You also hear that these games won’t be around forever, but my guess is they’ll be the last holdout in college football’s reorganizational money grab.

But maybe not.

So maybe it was good that LSU got in the game against Grambling before the bigger schools start pulling back from such payoffs.

Never mind the final score was 72-10.

The Tigers have now played all 11 of the in-state schools that ever engaged in football.

That doesn’t include Lake Charles High School, which made an “exhibition” appearance on the 1899 slate (that’s what they called schedules then, “slates”) and legend has it the game was played in Lake Charles.

Four of those 11 did manage victories somewhere along the way, mostly Tulane, mostly in the Jurassic Age.

The most recent of the Green Wave’s 22 victories was 41 years ago, 1982, when Tulane shocked the Orange Bowl-bound Tigers 31-28.
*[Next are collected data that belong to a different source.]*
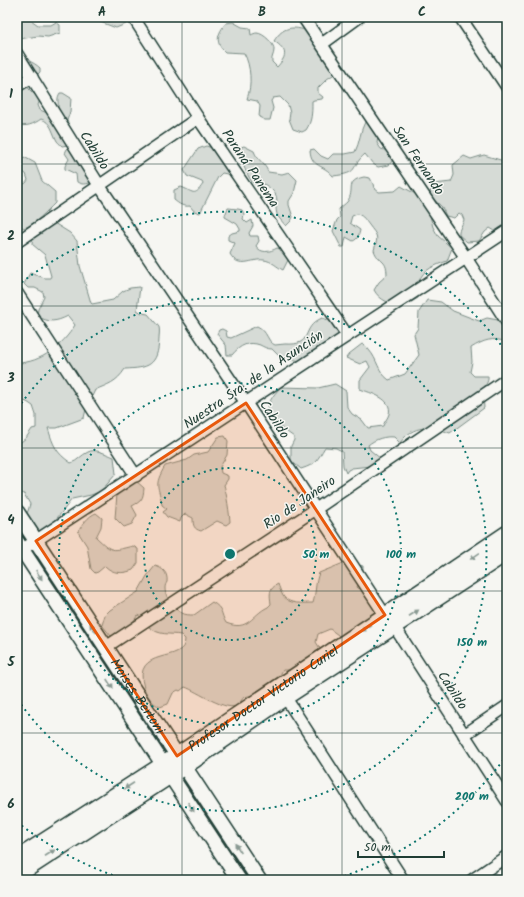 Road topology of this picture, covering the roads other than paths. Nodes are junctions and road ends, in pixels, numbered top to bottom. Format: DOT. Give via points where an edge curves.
graph roads {
  1 [pos="133,17"];
  2 [pos="303,17"];
  3 [pos="359,17"];
  4 [pos="460,17"];
  5 [pos="322,44"];
  6 [pos="17,54"];
  7 [pos="32,77"];
  8 [pos="17,86"];
  9 [pos="507,87"];
  10 [pos="198,118"];
  11 [pos="99,185"];
  12 [pos="507,231"];
  13 [pos="17,242"];
  14 [pos="466,258"];
  15 [pos="17,293"];
  16 [pos="507,322"];
  17 [pos="347,335"];
  18 [pos="507,379"];
  19 [pos="246,403"];
  20 [pos="136,476"];
  21 [pos="316,509"];
  22 [pos="17,512"];
  23 [pos="507,534"];
  24 [pos="36,541"];
  25 [pos="19,548"];
  26 [pos="507,552"];
  27 [pos="390,621"];
  28 [pos="106,647"];
  29 [pos="282,692"];
  30 [pos="507,706"];
  31 [pos="464,735"];
  32 [pos="180,761"];
  33 [pos="166,770"];
  34 [pos="507,801"];
  35 [pos="507,856"];
  36 [pos="17,859"];
  37 [pos="17,875"];
  38 [pos="254,878"];
  39 [pos="239,880"];
  40 [pos="403,880"];
  41 [pos="472,880"];
  1 -- 10 [label="street, Paraná Panema"];
  2 -- 5 [label="street, San Fernando"];
  3 -- 5 [label="street"];
  4 -- 9 [label="street"];
  5 -- 14 [label="street, San Fernando"];
  6 -- 7 [label="street, Cabildo"];
  7 -- 8 [label="street"];
  7 -- 11 [label="street, Cabildo"];
  10 -- 11 [label="street"];
  10 -- 17 [label="street, Paraná Panema"];
  11 -- 13 [label="street"];
  11 -- 19 [label="street, Cabildo"];
  12 -- 14 [label="street, Nuestra Sra. de la Asunción"];
  14 -- 16 [label="street, San Fernando"];
  14 -- 17 [label="street, Nuestra Sra. de la Asunción"];
  15 -- 20 [label="street"];
  17 -- 19 [label="street, Nuestra Sra. de la Asunción"];
  18 -- 21 [label="street, Rio de Janeiro"];
  19 -- 20 [label="street, Nuestra Sra. de la Asunción"];
  19 -- 21 [label="street, Cabildo"];
  20 -- 24 [label="street, Nuestra Sra. de la Asunción"];
  21 -- 27 [label="street, Cabildo"];
  21 -- 28 [label="street, Rio de Janeiro"];
  22 -- 24 [label="street, Moises Bertoni"];
  23 -- 27 [label="main road, Profesor Doctor Victorio Curiel, one-way"];
  24 -- 25 [label="street, Nuestra Sra. de la Asunción"];
  28 -- 24 [label="street, Moises Bertoni, one-way"];
  25 -- 33 [label="street, Moises Bertoni, one-way"];
  27 -- 26 [label="main road, Profesor Doctor Victorio Curiel, one-way"];
  27 -- 29 [label="main road, Profesor Doctor Victorio Curiel"];
  27 -- 31 [label="street, Cabildo"];
  28 -- 32 [label="street, Moises Bertoni"];
  29 -- 32 [label="main road, Profesor Doctor Victorio Curiel"];
  29 -- 40 [label="street"];
  30 -- 31 [label="street"];
  31 -- 34 [label="street, Cabildo"];
  32 -- 33 [label="main road, Profesor Doctor Victorio Curiel"];
  38 -- 32 [label="street, Moises Bertoni, one-way"];
  33 -- 36 [label="main road, Profesor Doctor Victorio Curiel, one-way"];
  37 -- 33 [label="main road, Profesor Doctor Victorio Curiel, one-way"];
  33 -- 39 [label="street, Moises Bertoni, one-way"];
  35 -- 41 [label="street"];
}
In-state school otherwise have three victories against LSU in 130 years of trying.

Go back to 1904 and you’ll find a disastrous LSU trip to Ruston for a 6-0 loss to Louisiana Tech (then called Louisiana Industrial Institute), which was a rematch of LSU’s 16-0 victory a week earlier and was contested amidst suspect officiating.

The other two are going to make you slap your forehead.

Of course …

It was Centenary in 1932 and Loyola of New Orleans in 1922. It excited both schools so much that they gave up football, though there are whispers of Centenary giving it another go.
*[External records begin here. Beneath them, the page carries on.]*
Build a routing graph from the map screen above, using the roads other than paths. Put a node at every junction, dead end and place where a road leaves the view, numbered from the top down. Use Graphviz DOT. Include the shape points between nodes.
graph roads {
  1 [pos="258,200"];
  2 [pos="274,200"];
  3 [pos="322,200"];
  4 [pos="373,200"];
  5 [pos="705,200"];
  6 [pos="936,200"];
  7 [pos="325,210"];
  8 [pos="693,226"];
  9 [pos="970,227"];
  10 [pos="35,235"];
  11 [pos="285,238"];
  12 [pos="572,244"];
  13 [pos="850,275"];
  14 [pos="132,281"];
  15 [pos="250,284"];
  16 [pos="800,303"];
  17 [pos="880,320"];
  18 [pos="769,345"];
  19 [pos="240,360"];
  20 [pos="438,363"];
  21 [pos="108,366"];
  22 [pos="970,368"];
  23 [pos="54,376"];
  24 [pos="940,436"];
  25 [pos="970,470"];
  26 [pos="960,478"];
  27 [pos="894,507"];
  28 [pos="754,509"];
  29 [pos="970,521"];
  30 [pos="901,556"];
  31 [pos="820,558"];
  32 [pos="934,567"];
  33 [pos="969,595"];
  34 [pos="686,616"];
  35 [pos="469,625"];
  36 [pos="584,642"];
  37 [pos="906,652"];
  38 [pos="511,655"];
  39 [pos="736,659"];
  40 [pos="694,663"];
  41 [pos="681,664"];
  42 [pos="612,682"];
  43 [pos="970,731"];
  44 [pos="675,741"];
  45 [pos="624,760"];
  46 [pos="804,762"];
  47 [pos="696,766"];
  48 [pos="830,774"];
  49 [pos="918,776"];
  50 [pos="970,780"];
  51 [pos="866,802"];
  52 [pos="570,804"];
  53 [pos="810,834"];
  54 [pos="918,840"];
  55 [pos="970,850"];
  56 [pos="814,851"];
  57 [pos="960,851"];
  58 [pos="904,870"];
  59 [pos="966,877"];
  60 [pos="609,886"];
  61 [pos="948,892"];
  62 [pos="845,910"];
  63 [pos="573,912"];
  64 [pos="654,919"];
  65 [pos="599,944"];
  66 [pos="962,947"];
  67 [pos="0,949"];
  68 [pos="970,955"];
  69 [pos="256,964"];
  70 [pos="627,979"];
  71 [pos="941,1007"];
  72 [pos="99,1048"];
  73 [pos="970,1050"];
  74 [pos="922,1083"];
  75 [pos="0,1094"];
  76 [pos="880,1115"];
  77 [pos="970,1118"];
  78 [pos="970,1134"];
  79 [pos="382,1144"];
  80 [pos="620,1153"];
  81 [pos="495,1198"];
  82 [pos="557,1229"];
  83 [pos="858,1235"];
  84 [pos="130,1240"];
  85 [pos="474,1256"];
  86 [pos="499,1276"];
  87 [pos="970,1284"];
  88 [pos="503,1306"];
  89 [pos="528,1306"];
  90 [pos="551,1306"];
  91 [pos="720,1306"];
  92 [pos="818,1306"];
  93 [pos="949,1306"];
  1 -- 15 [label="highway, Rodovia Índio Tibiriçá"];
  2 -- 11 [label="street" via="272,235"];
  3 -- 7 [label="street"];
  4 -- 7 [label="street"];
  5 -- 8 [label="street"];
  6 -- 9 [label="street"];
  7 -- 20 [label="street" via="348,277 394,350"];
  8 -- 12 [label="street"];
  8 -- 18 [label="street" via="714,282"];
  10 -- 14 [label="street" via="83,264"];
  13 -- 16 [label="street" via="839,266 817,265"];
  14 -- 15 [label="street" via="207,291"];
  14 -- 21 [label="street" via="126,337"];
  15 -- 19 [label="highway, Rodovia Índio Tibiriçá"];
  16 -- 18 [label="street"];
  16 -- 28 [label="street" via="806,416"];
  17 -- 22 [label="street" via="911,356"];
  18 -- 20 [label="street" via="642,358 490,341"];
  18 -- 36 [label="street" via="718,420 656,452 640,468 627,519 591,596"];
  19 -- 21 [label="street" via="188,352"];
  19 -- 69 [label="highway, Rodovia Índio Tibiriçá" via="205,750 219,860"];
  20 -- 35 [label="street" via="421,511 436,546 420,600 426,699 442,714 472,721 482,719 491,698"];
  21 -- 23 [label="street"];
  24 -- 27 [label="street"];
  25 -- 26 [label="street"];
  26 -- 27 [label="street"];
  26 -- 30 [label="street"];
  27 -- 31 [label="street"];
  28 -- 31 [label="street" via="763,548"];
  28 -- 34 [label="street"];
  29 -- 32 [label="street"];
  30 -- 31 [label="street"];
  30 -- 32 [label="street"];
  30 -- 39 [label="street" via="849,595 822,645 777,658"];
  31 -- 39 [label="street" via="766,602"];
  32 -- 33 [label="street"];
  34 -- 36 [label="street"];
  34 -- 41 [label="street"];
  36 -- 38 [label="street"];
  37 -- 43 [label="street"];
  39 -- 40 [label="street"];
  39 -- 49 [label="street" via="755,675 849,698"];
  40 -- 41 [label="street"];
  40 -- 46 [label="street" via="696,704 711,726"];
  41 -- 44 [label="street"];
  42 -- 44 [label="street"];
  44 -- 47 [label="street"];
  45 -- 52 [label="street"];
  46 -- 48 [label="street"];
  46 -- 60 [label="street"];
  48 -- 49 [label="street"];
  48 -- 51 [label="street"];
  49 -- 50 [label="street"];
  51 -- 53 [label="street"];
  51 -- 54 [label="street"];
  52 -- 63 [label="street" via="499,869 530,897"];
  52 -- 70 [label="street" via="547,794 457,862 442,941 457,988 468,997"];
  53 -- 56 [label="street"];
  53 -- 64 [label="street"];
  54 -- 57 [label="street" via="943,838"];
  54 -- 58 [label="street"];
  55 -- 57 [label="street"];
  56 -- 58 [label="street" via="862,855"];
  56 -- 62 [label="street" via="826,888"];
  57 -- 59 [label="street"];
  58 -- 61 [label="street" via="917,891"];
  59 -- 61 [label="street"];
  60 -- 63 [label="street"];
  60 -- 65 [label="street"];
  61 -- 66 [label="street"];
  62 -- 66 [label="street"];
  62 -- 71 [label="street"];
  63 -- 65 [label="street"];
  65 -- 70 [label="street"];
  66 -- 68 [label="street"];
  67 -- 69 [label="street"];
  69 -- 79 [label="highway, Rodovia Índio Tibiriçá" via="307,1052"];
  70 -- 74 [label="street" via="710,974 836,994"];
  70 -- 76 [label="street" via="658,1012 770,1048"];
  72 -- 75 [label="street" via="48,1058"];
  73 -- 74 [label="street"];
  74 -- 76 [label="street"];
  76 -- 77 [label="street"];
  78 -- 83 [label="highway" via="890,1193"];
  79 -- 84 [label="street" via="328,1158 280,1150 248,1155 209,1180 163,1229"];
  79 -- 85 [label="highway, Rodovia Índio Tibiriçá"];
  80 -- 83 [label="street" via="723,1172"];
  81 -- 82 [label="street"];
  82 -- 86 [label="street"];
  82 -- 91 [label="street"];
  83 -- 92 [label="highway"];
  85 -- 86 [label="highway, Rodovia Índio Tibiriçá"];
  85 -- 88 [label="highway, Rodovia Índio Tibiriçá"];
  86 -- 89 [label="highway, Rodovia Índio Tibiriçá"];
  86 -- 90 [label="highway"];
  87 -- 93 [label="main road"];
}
What all that has to do specifically with Grambling’s first trip to LSU Saturday, I haven’t a clue, other than to over-explain this more stringent grading scale.

So what do we make of a 72-10 victory over an obviously outmanned opponent?
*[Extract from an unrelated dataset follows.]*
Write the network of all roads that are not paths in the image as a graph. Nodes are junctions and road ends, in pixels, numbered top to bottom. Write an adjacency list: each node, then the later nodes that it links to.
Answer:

It’s one of those paycheck games. You watch the points roll up and wonder what the exchange rate would be if, say, Florida State was the opponent.

It’s an inexact science, for sure.

Was this what head coach Brian Kelly thought he had with this LSU team before last week’s rude awakening.

If you want to nitpick, you focus on what Grambling will hang its hat on, take solace in, other than the check for three-quarters of a million dollars that LSU wrote.

It wouldn’t be what LSU’s offense did to Grambling’s defense.

The Tigers scored touchdowns on their first 10 possessions. Hard to top that no matter the competition.

The offensive line, which struggled so against Florida State, may have gotten a lift. You’ll need further tests, but it was encouraging. Maybe Notre Dame transfer Logan Diggs is the bell cow running back they’ve been looking for.

But if you really wanted to get picky, LSU’s defense had some answering to do.

In the end it hardly mattered, but Grambling did score on its first two possessions — using a 34-yard completion to set up a touchdown pass and two long runs to set up a field goal.

That had to be a concern coming on the heels of what happened in the second half against Florida State.

But in the end, Saturday’s game didn’t prove anything.